サクラは人間形態のまま地面に四つん這いになり、俺に向かって唸り声を上げた。

その時、一陣の突風が俺達の間を吹き抜けた。


「っ! 誰だ!」


サクラが四つん這いのまま周囲を警戒する。しかし誰もおらず、サクラの目は忙しなく動き続ける。

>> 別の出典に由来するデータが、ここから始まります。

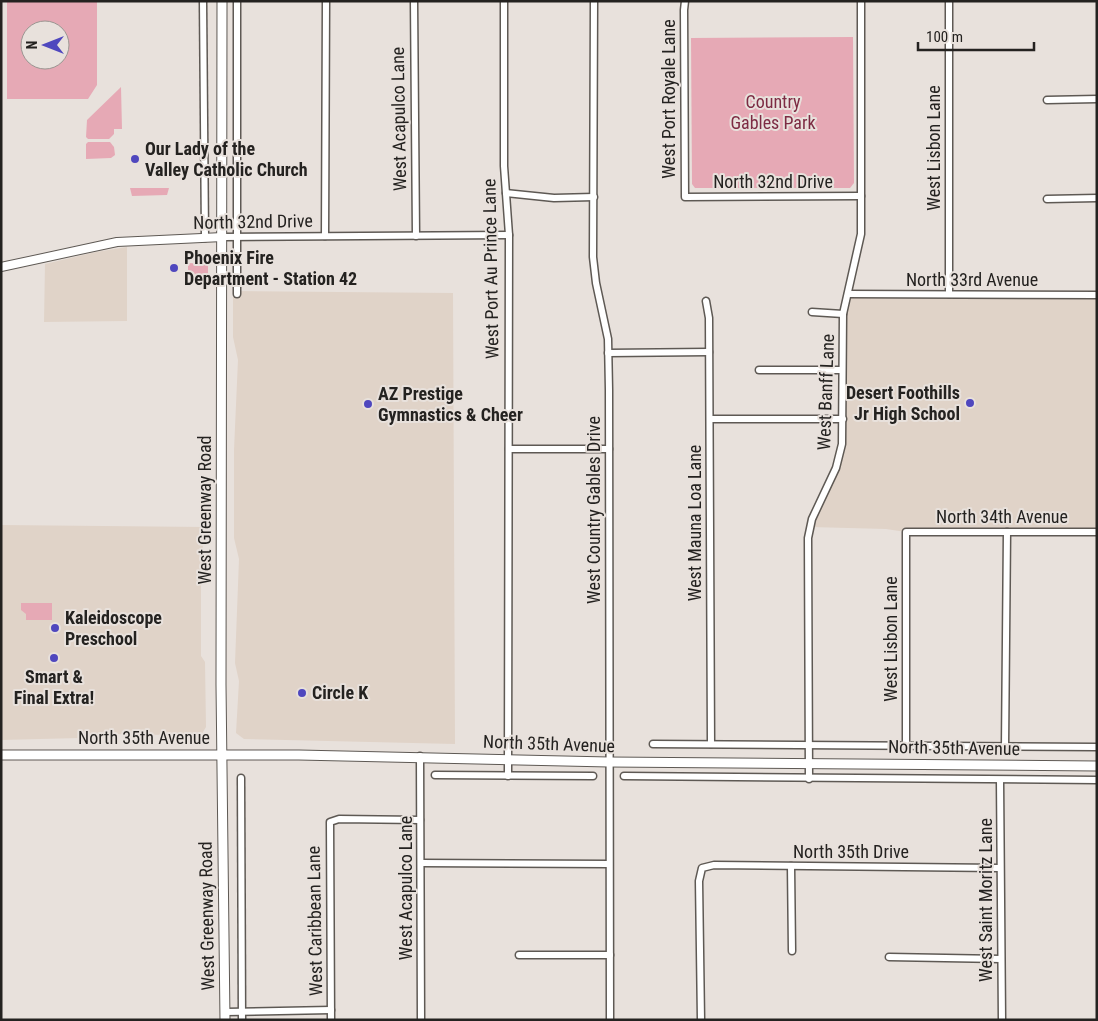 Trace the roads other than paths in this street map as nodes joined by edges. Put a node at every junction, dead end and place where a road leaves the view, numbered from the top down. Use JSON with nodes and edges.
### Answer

サクラの動きが止まり、一方向を見つめる。目を凝らすと、遠くから大きな荷物を背負った人影が街に近づいていた。


「・・・!」


サクラは何かを思い出したかのように立ち上がった。そして大きく息を吸いこみ、大声で遠吠えを行った。


「わぉ〜〜〜ん!」


その人物がサクラの遠吠えに気付いたのか、こちらに向かって大きく手を振る。


「ここで会えるとは好都合だ」

「誰だ? サクラの知り合いか?」

「むっ」


ナナのアホ毛が暴れる様にくるくると回り出す。明らかな異常事態にもかかわらず、サクラは平然としている。


「やぁやぁ、お久しぶりですね。フェンリル」

「今はサクラと名乗っている、久しいな。えぇっと・・・」


大きな荷物を背負った青年は、俺達の目の前にまで来て深々と礼をした。


「僕はホバ、《《風神魔王フォーム》》様の側近です」

「風神?」

「魔王?」

「フォーム?」

「そうそう、そんな名前だったな! すっかり忘れていた!」

「何せ数百年ぶりですからね」


青年は青い髪をかき上げながら、くすくすと笑った。


「えっと、二人はどういう関係?」

「我が現役バリバリの魔王であった頃出会った、古株の魔王と側近だ」

「その風神魔王フォームはどこにいるでありますか?」

「我が王、フォーム様は風となって世界を回っておられます。僕はその後を着いて回る役割を持っています」

「ど、どうしてだい?」

「それが運命さだめだと我が王は仰りました」

「んで何百年とこの世界を歩き回り続けてるんだ、こいつは」


ホバは荷物を地面に下ろし、その中から人数分のカップを取り出した。


「我が王もこの周辺を見て回るそうですので、しばらく休みましょうか。お茶はいかがですか?」

「わ〜いいただくであります!」

「久しぶりに味わえるのか、楽しみだなぁ!」


ウキウキでカップを受け取るナナとサクラだが、俺とリーリャンはホバと名乗った青年を訝しんでいた。


「どう見ても人間だよな?」

「あ、俺も思った。魔族なら目に特徴があるもんな」

「魔族でも何百年も生きられる奴は限られる、それよりも君はお茶飲むのかい?」

「リーリャンは?」

「正直ここ数日の魔物食は精神にくるものがある。魔族は人間と魔物の間の生き物だからね。だから癒しが欲しいと言えば欲しいかな」

「じゃあ俺も飲もう、みんな一緒だ」


俺達もカップを受け取ると、ホバは荷物の中から湯気の経つポッドを取り出した。